Content starts

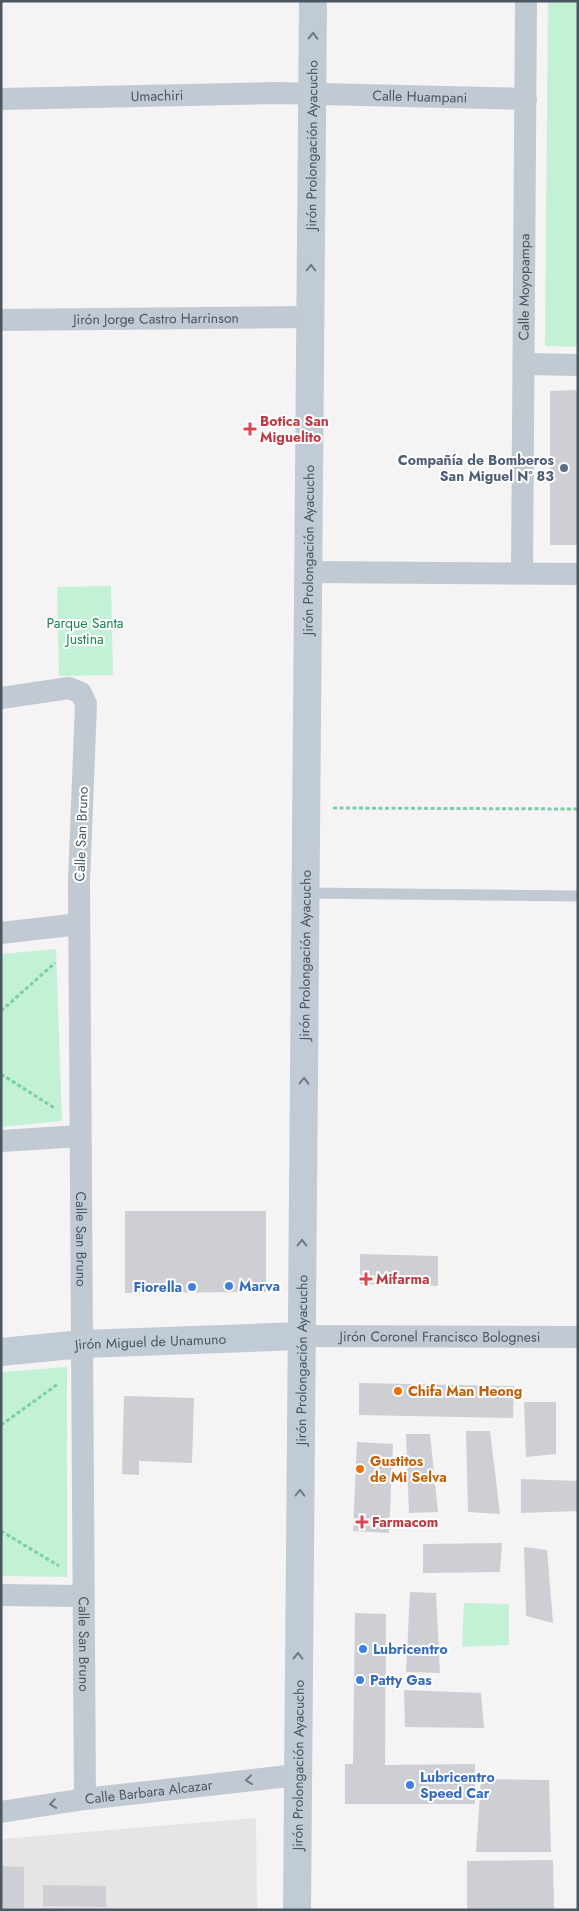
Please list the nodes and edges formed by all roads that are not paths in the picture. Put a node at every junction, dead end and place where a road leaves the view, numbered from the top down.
1 (313, 1) edge
2 (526, 1) edge
3 (312, 94) junction
4 (1, 99) edge
5 (526, 99) junction
6 (311, 317) junction
7 (1, 320) edge
8 (524, 364) junction
9 (578, 365) edge
10 (309, 572) junction
11 (522, 573) junction
12 (578, 574) edge
13 (1, 698) edge
14 (306, 893) junction
15 (578, 896) edge
16 (79, 932) junction
17 (1, 933) edge
18 (80, 1130) junction
19 (1, 1142) edge
20 (301, 1336) junction
21 (578, 1337) edge
22 (1, 1352) edge
23 (82, 1356) junction
24 (83, 1588) junction
25 (1, 1595) edge
26 (297, 1775) junction
27 (85, 1799) junction
28 (1, 1812) edge
29 (297, 1910) edge

3 -> 1 street, Jirón Prolongación Ayacucho
2 - 5 street, Calle Moyopampa
3 - 4 street, Umachiri
3 - 5 street, Calle Huampani
6 -> 3 street, Jirón Prolongación Ayacucho
5 - 8 street, Calle Moyopampa
6 - 7 street, Jirón Jorge Castro Harrinson
6 - 10 street, Jirón Prolongación Ayacucho
8 - 9 street
8 - 11 street, Calle Moyopampa
10 - 11 street
10 - 14 street, Jirón Prolongación Ayacucho
11 - 12 street
13 - 16 street, Calle San Bruno
14 - 15 lane
20 -> 14 street, Jirón Prolongación Ayacucho
16 - 17 street
16 - 18 street, Calle San Bruno
18 - 19 street
18 - 23 street, Calle San Bruno
20 - 21 street, Jirón Coronel Francisco Bolognesi
20 - 23 street, Jirón Miguel de Unamuno
26 -> 20 street, Jirón Prolongación Ayacucho
22 - 23 street, Jirón Miguel de Unamuno
23 - 24 street, Calle San Bruno
24 - 25 street
24 - 27 street, Calle San Bruno
26 -> 27 street, Calle Barbara Alcazar
26 - 29 street, Jirón Prolongación Ayacucho
27 -> 28 street, Calle Barbara Alcazar

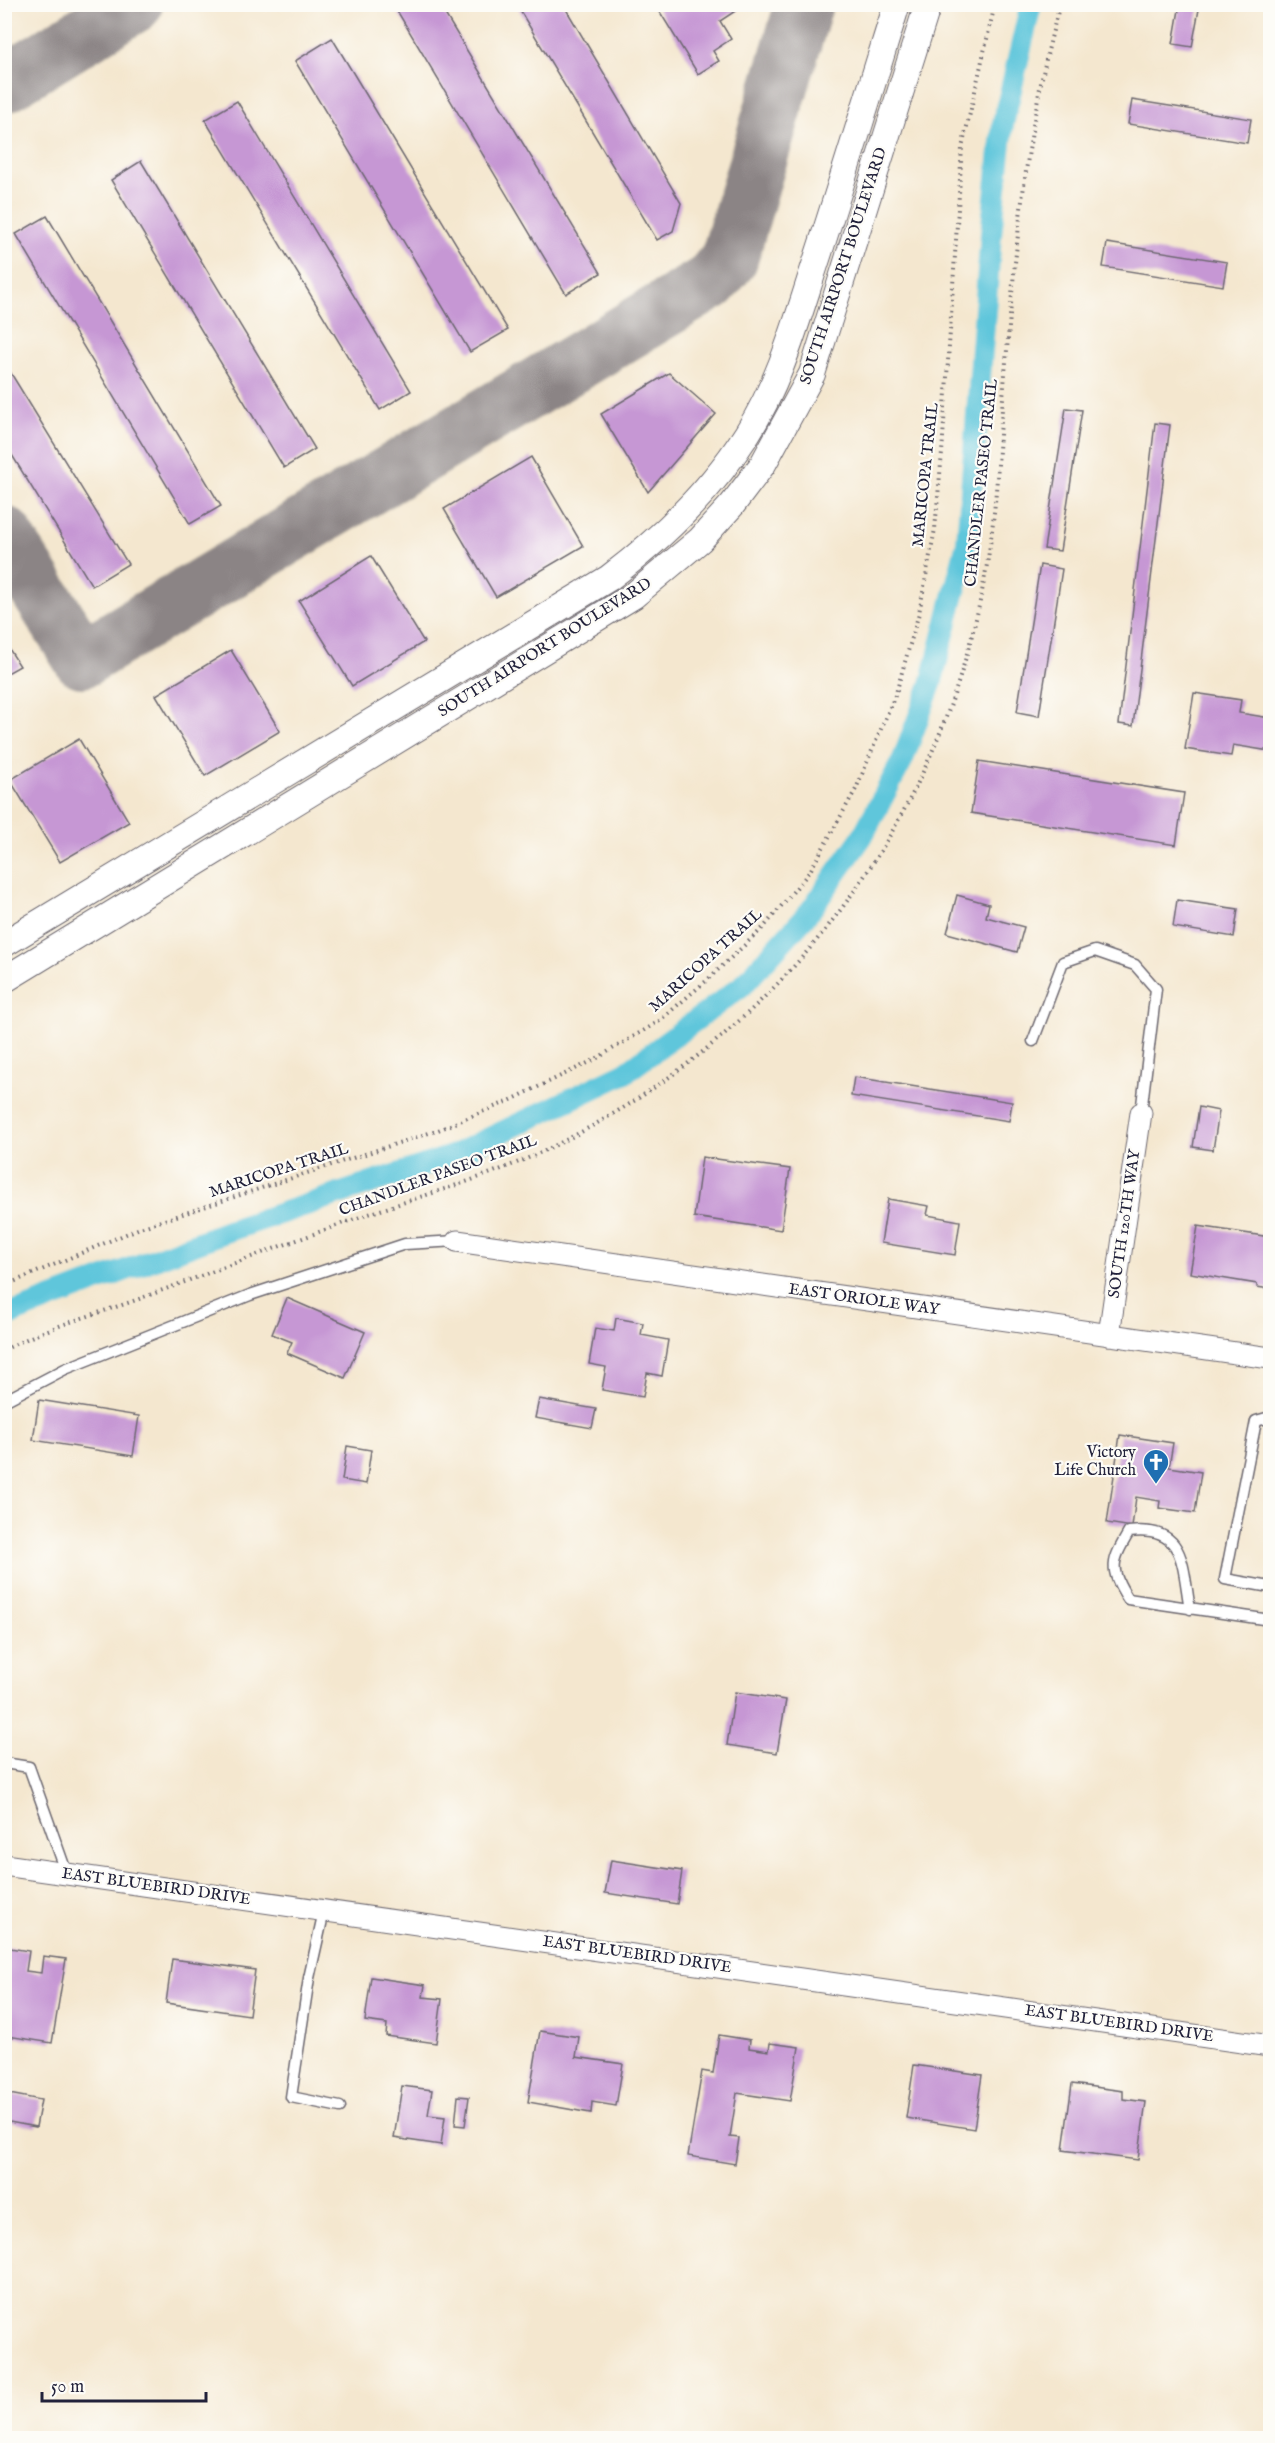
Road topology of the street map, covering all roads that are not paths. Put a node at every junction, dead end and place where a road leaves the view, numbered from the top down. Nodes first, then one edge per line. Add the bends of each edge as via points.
1 (897, 4) edge
2 (928, 4) edge
3 (817, 258) junction
4 (846, 269) junction
5 (4, 944) edge
6 (4, 980) edge
7 (1033, 1041) dead end
8 (1141, 1113) joint
9 (457, 1241) joint
10 (1109, 1335) junction
11 (1270, 1358) edge
12 (4, 1401) edge
13 (1270, 1417) edge
14 (1270, 1587) edge
15 (1190, 1609) junction
16 (1270, 1620) edge
17 (4, 1763) edge
18 (4, 1865) edge
19 (66, 1874) junction
20 (324, 1911) junction
21 (1270, 2046) edge
22 (340, 2106) dead end

1 - 3 street, SOUTH AIRPORT BOULEVARD
2 - 4 street, SOUTH AIRPORT BOULEVARD
3 - 4 street
3 - 5 street, SOUTH AIRPORT BOULEVARD via 783,361 747,434 715,478 648,548 609,578
4 - 6 street, SOUTH AIRPORT BOULEVARD via 812,374 763,464 700,540 669,568 595,620
7 - 8 lane via 1063,962 1095,951 1136,965 1156,989
8 - 10 street, SOUTH 120TH WAY
9 - 10 street, EAST ORIOLE WAY
9 - 12 lane via 405,1244 250,1295 65,1369
10 - 11 street, EAST ORIOLE WAY
13 - 14 lane via 1256,1421 1225,1579
15 - 15 lane via 1128,1599 1114,1576 1114,1558 1129,1532 1150,1529 1171,1539 1180,1552
15 - 16 lane
17 - 19 lane via 29,1767
18 - 19 street, EAST BLUEBIRD DRIVE
19 - 20 street, EAST BLUEBIRD DRIVE
20 - 21 street, EAST BLUEBIRD DRIVE
20 - 22 lane via 309,1978 291,2097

Content ends

▶ **PROBLEM DESCRIPTION**:
Print all data above verbatim, except pictures.

▶ **FINISHED TASK**:
Please list the nodes and edges formed by all roads that are not paths in the picture. Put a node at every junction, dead end and place where a road leaves the view, numbered from the top down.
1 (313, 1) edge
2 (526, 1) edge
3 (312, 94) junction
4 (1, 99) edge
5 (526, 99) junction
6 (311, 317) junction
7 (1, 320) edge
8 (524, 364) junction
9 (578, 365) edge
10 (309, 572) junction
11 (522, 573) junction
12 (578, 574) edge
13 (1, 698) edge
14 (306, 893) junction
15 (578, 896) edge
16 (79, 932) junction
17 (1, 933) edge
18 (80, 1130) junction
19 (1, 1142) edge
20 (301, 1336) junction
21 (578, 1337) edge
22 (1, 1352) edge
23 (82, 1356) junction
24 (83, 1588) junction
25 (1, 1595) edge
26 (297, 1775) junction
27 (85, 1799) junction
28 (1, 1812) edge
29 (297, 1910) edge

3 -> 1 street, Jirón Prolongación Ayacucho
2 - 5 street, Calle Moyopampa
3 - 4 street, Umachiri
3 - 5 street, Calle Huampani
6 -> 3 street, Jirón Prolongación Ayacucho
5 - 8 street, Calle Moyopampa
6 - 7 street, Jirón Jorge Castro Harrinson
6 - 10 street, Jirón Prolongación Ayacucho
8 - 9 street
8 - 11 street, Calle Moyopampa
10 - 11 street
10 - 14 street, Jirón Prolongación Ayacucho
11 - 12 street
13 - 16 street, Calle San Bruno
14 - 15 lane
20 -> 14 street, Jirón Prolongación Ayacucho
16 - 17 street
16 - 18 street, Calle San Bruno
18 - 19 street
18 - 23 street, Calle San Bruno
20 - 21 street, Jirón Coronel Francisco Bolognesi
20 - 23 street, Jirón Miguel de Unamuno
26 -> 20 street, Jirón Prolongación Ayacucho
22 - 23 street, Jirón Miguel de Unamuno
23 - 24 street, Calle San Bruno
24 - 25 street
24 - 27 street, Calle San Bruno
26 -> 27 street, Calle Barbara Alcazar
26 - 29 street, Jirón Prolongación Ayacucho
27 -> 28 street, Calle Barbara Alcazar

Road topology of the street map, covering all roads that are not paths. Put a node at every junction, dead end and place where a road leaves the view, numbered from the top down. Nodes first, then one edge per line. Add the bends of each edge as via points.
1 (897, 4) edge
2 (928, 4) edge
3 (817, 258) junction
4 (846, 269) junction
5 (4, 944) edge
6 (4, 980) edge
7 (1033, 1041) dead end
8 (1141, 1113) joint
9 (457, 1241) joint
10 (1109, 1335) junction
11 (1270, 1358) edge
12 (4, 1401) edge
13 (1270, 1417) edge
14 (1270, 1587) edge
15 (1190, 1609) junction
16 (1270, 1620) edge
17 (4, 1763) edge
18 (4, 1865) edge
19 (66, 1874) junction
20 (324, 1911) junction
21 (1270, 2046) edge
22 (340, 2106) dead end

1 - 3 street, SOUTH AIRPORT BOULEVARD
2 - 4 street, SOUTH AIRPORT BOULEVARD
3 - 4 street
3 - 5 street, SOUTH AIRPORT BOULEVARD via 783,361 747,434 715,478 648,548 609,578
4 - 6 street, SOUTH AIRPORT BOULEVARD via 812,374 763,464 700,540 669,568 595,620
7 - 8 lane via 1063,962 1095,951 1136,965 1156,989
8 - 10 street, SOUTH 120TH WAY
9 - 10 street, EAST ORIOLE WAY
9 - 12 lane via 405,1244 250,1295 65,1369
10 - 11 street, EAST ORIOLE WAY
13 - 14 lane via 1256,1421 1225,1579
15 - 15 lane via 1128,1599 1114,1576 1114,1558 1129,1532 1150,1529 1171,1539 1180,1552
15 - 16 lane
17 - 19 lane via 29,1767
18 - 19 street, EAST BLUEBIRD DRIVE
19 - 20 street, EAST BLUEBIRD DRIVE
20 - 21 street, EAST BLUEBIRD DRIVE
20 - 22 lane via 309,1978 291,2097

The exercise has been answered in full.